Assignment. An exact reproduction of the records is required, with all pictures omitted.

#### Raw data ####

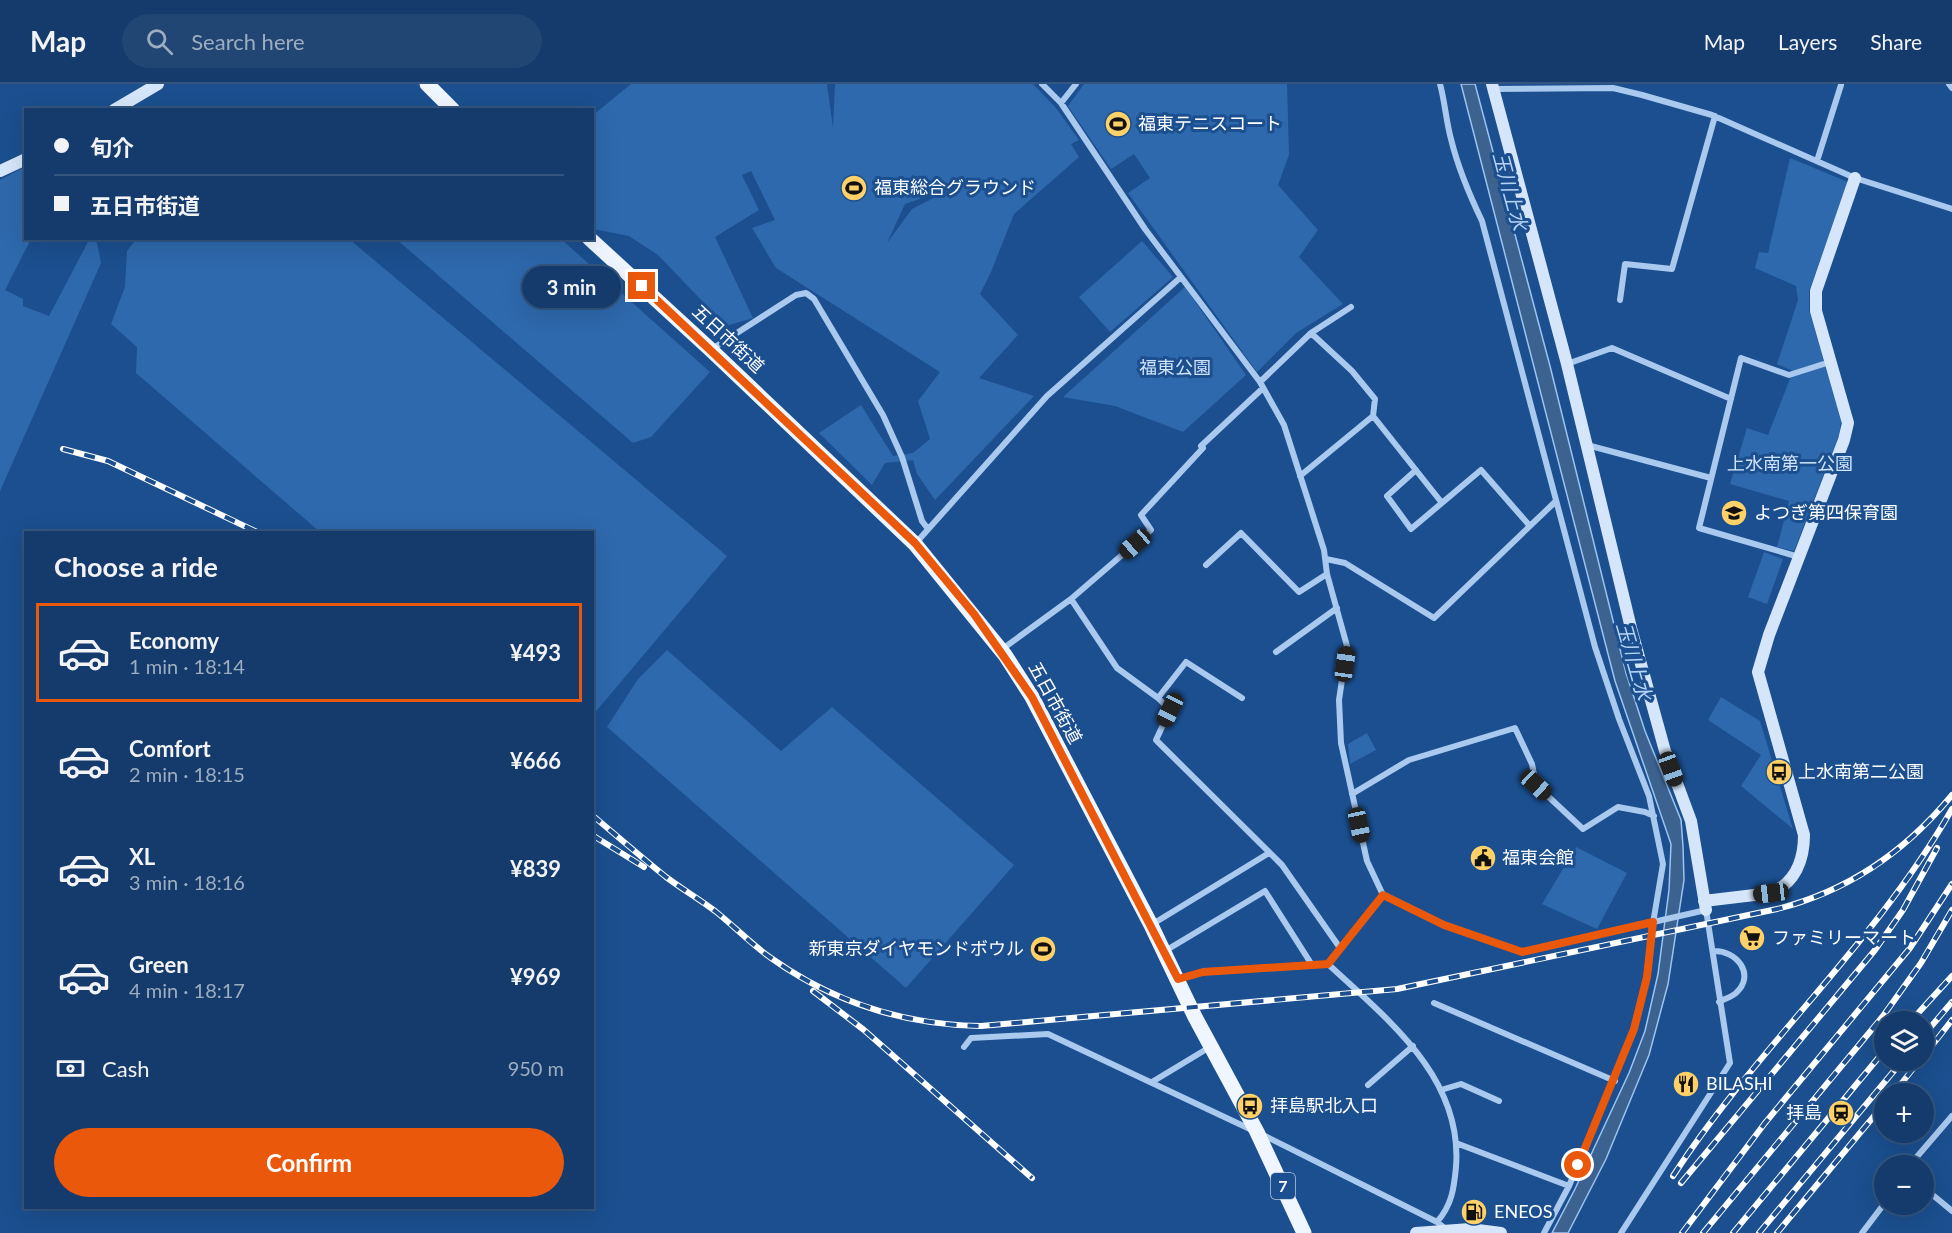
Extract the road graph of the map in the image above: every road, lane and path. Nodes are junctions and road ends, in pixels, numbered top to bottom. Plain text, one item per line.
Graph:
1 (158, 84) edge
2 (427, 84) edge
3 (1042, 84) edge
4 (1076, 84) edge
5 (1440, 84) edge
6 (1949, 84) edge
7 (1841, 85) edge
8 (1493, 86) edge
9 (1952, 88) edge
10 (1062, 103) junction
11 (117, 108) edge
12 (451, 108) edge
13 (1715, 116) junction
14 (24, 160) edge
15 (1817, 161) junction
16 (0, 171) edge
17 (1855, 178) junction
18 (1952, 209) edge
19 (591, 240) edge
20 (1181, 277) junction
21 (1620, 300) dead end
22 (1351, 307) dead end
23 (1311, 333) junction
24 (711, 350) junction
25 (1830, 362) junction
26 (1567, 364) junction
27 (1261, 386) junction
28 (1731, 399) junction
29 (1373, 416) junction
30 (1587, 444) junction
31 (1416, 470) junction
32 (1300, 476) junction
33 (1711, 478) junction
34 (1555, 502) junction
35 (1442, 503) junction
36 (1529, 525) junction
37 (928, 529) junction
38 (915, 543) junction
39 (1800, 557) junction
40 (1326, 559) junction
41 (1206, 565) dead end
42 (1327, 574) junction
43 (1071, 599) junction
44 (1337, 608) junction
45 (1001, 650) junction
46 (1276, 652) dead end
47 (1158, 698) junction
48 (1242, 698) dead end
49 (1352, 794) junction
50 (1654, 816) junction
51 (1269, 853) junction
52 (1383, 895) junction
53 (1705, 906) junction
54 (1653, 922) junction
55 (1151, 925) junction
56 (1340, 948) junction
57 (1164, 951) junction
58 (1713, 951) junction
59 (1328, 964) junction
60 (1312, 965) junction
61 (1178, 979) junction
62 (1719, 1002) junction
63 (1434, 1003) dead end
64 (1210, 1046) junction
65 (1413, 1046) junction
66 (964, 1047) dead end
67 (1615, 1081) junction
68 (1152, 1082) junction
69 (1368, 1085) dead end
70 (1441, 1090) junction
71 (1499, 1101) dead end
72 (1952, 1116) edge
73 (1257, 1132) junction
74 (1456, 1143) junction
75 (1919, 1155) edge
76 (1569, 1186) junction
77 (1934, 1196) edge
78 (1952, 1211) edge
79 (1876, 1215) edge
80 (1442, 1226) junction
81 (1302, 1232) edge
82 (1863, 1232) edge
83 (1416, 1233) edge
84 (1498, 1233) edge
85 (1544, 1233) edge
86 (1621, 1233) edge

1 - 11 street
2 - 12 main road
3 - 10 street
4 - 10 street
5 - 34 street
6 - 9 street
7 - 15 street
8 - 13 street
8 - 26 street
10 - 20 street
13 - 15 street
13 - 21 street
14 - 16 street
15 - 17 street
17 - 18 street
17 - 25 street
19 - 24 main road, 五日市街道 / 7
20 - 27 street
20 - 37 street
22 - 23 street
23 - 27 street
23 - 29 street
24 - 37 street
24 - 38 main road, 五日市街道 / 7
25 - 28 street
25 - 39 street
26 - 28 street
26 - 30 street
27 - 32 street
27 - 43 street
28 - 33 street
29 - 31 street
29 - 32 street
30 - 33 street
30 - 53 street
31 - 35 street
31 - 35 street
32 - 40 street
33 - 39 street
34 - 36 street
34 - 50 street
35 - 36 street
36 - 40 street
37 - 38 street
38 - 45 main road, 五日市街道 / 7
39 - 53 street
40 - 42 street
41 - 42 street
42 - 44 street
43 - 45 street
43 - 47 street
44 - 46 street
44 - 49 street
45 - 55 main road, 五日市街道 / 7
47 - 48 street
47 - 51 street
49 - 50 street
49 - 52 street
50 - 54 street
51 - 55 street
51 - 56 street
52 - 54 street
52 - 56 street
53 - 54 street
53 - 58 street
54 - 67 street
55 - 57 main road, 五日市街道 / 7
56 - 59 street
57 - 60 street
57 - 61 main road, 五日市街道 / 7
58 - 62 street
58 - 62 street
59 - 60 street
59 - 65 street
60 - 61 street
61 - 64 main road, 五日市街道 / 7
62 - 86 street
63 - 67 street
64 - 68 street
64 - 73 main road, 五日市街道 / 7
65 - 69 street
65 - 70 street
66 - 68 street
67 - 76 street
68 - 73 street
70 - 71 street
70 - 74 street
72 - 75 street
73 - 80 street
73 - 81 main road, 五日市街道 / 7
74 - 76 street
74 - 80 street
76 - 85 street
77 - 78 street
79 - 82 street
80 - 83 street
80 - 84 street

####

Solution for this problem.
Extract the road graph of the map in the image above: every road, lane and path. Nodes are junctions and road ends, in pixels, numbered top to bottom. Plain text, one item per line.
Graph:
1 (158, 84) edge
2 (427, 84) edge
3 (1042, 84) edge
4 (1076, 84) edge
5 (1440, 84) edge
6 (1949, 84) edge
7 (1841, 85) edge
8 (1493, 86) edge
9 (1952, 88) edge
10 (1062, 103) junction
11 (117, 108) edge
12 (451, 108) edge
13 (1715, 116) junction
14 (24, 160) edge
15 (1817, 161) junction
16 (0, 171) edge
17 (1855, 178) junction
18 (1952, 209) edge
19 (591, 240) edge
20 (1181, 277) junction
21 (1620, 300) dead end
22 (1351, 307) dead end
23 (1311, 333) junction
24 (711, 350) junction
25 (1830, 362) junction
26 (1567, 364) junction
27 (1261, 386) junction
28 (1731, 399) junction
29 (1373, 416) junction
30 (1587, 444) junction
31 (1416, 470) junction
32 (1300, 476) junction
33 (1711, 478) junction
34 (1555, 502) junction
35 (1442, 503) junction
36 (1529, 525) junction
37 (928, 529) junction
38 (915, 543) junction
39 (1800, 557) junction
40 (1326, 559) junction
41 (1206, 565) dead end
42 (1327, 574) junction
43 (1071, 599) junction
44 (1337, 608) junction
45 (1001, 650) junction
46 (1276, 652) dead end
47 (1158, 698) junction
48 (1242, 698) dead end
49 (1352, 794) junction
50 (1654, 816) junction
51 (1269, 853) junction
52 (1383, 895) junction
53 (1705, 906) junction
54 (1653, 922) junction
55 (1151, 925) junction
56 (1340, 948) junction
57 (1164, 951) junction
58 (1713, 951) junction
59 (1328, 964) junction
60 (1312, 965) junction
61 (1178, 979) junction
62 (1719, 1002) junction
63 (1434, 1003) dead end
64 (1210, 1046) junction
65 (1413, 1046) junction
66 (964, 1047) dead end
67 (1615, 1081) junction
68 (1152, 1082) junction
69 (1368, 1085) dead end
70 (1441, 1090) junction
71 (1499, 1101) dead end
72 (1952, 1116) edge
73 (1257, 1132) junction
74 (1456, 1143) junction
75 (1919, 1155) edge
76 (1569, 1186) junction
77 (1934, 1196) edge
78 (1952, 1211) edge
79 (1876, 1215) edge
80 (1442, 1226) junction
81 (1302, 1232) edge
82 (1863, 1232) edge
83 (1416, 1233) edge
84 (1498, 1233) edge
85 (1544, 1233) edge
86 (1621, 1233) edge

1 - 11 street
2 - 12 main road
3 - 10 street
4 - 10 street
5 - 34 street
6 - 9 street
7 - 15 street
8 - 13 street
8 - 26 street
10 - 20 street
13 - 15 street
13 - 21 street
14 - 16 street
15 - 17 street
17 - 18 street
17 - 25 street
19 - 24 main road, 五日市街道 / 7
20 - 27 street
20 - 37 street
22 - 23 street
23 - 27 street
23 - 29 street
24 - 37 street
24 - 38 main road, 五日市街道 / 7
25 - 28 street
25 - 39 street
26 - 28 street
26 - 30 street
27 - 32 street
27 - 43 street
28 - 33 street
29 - 31 street
29 - 32 street
30 - 33 street
30 - 53 street
31 - 35 street
31 - 35 street
32 - 40 street
33 - 39 street
34 - 36 street
34 - 50 street
35 - 36 street
36 - 40 street
37 - 38 street
38 - 45 main road, 五日市街道 / 7
39 - 53 street
40 - 42 street
41 - 42 street
42 - 44 street
43 - 45 street
43 - 47 street
44 - 46 street
44 - 49 street
45 - 55 main road, 五日市街道 / 7
47 - 48 street
47 - 51 street
49 - 50 street
49 - 52 street
50 - 54 street
51 - 55 street
51 - 56 street
52 - 54 street
52 - 56 street
53 - 54 street
53 - 58 street
54 - 67 street
55 - 57 main road, 五日市街道 / 7
56 - 59 street
57 - 60 street
57 - 61 main road, 五日市街道 / 7
58 - 62 street
58 - 62 street
59 - 60 street
59 - 65 street
60 - 61 street
61 - 64 main road, 五日市街道 / 7
62 - 86 street
63 - 67 street
64 - 68 street
64 - 73 main road, 五日市街道 / 7
65 - 69 street
65 - 70 street
66 - 68 street
67 - 76 street
68 - 73 street
70 - 71 street
70 - 74 street
72 - 75 street
73 - 80 street
73 - 81 main road, 五日市街道 / 7
74 - 76 street
74 - 80 street
76 - 85 street
77 - 78 street
79 - 82 street
80 - 83 street
80 - 84 street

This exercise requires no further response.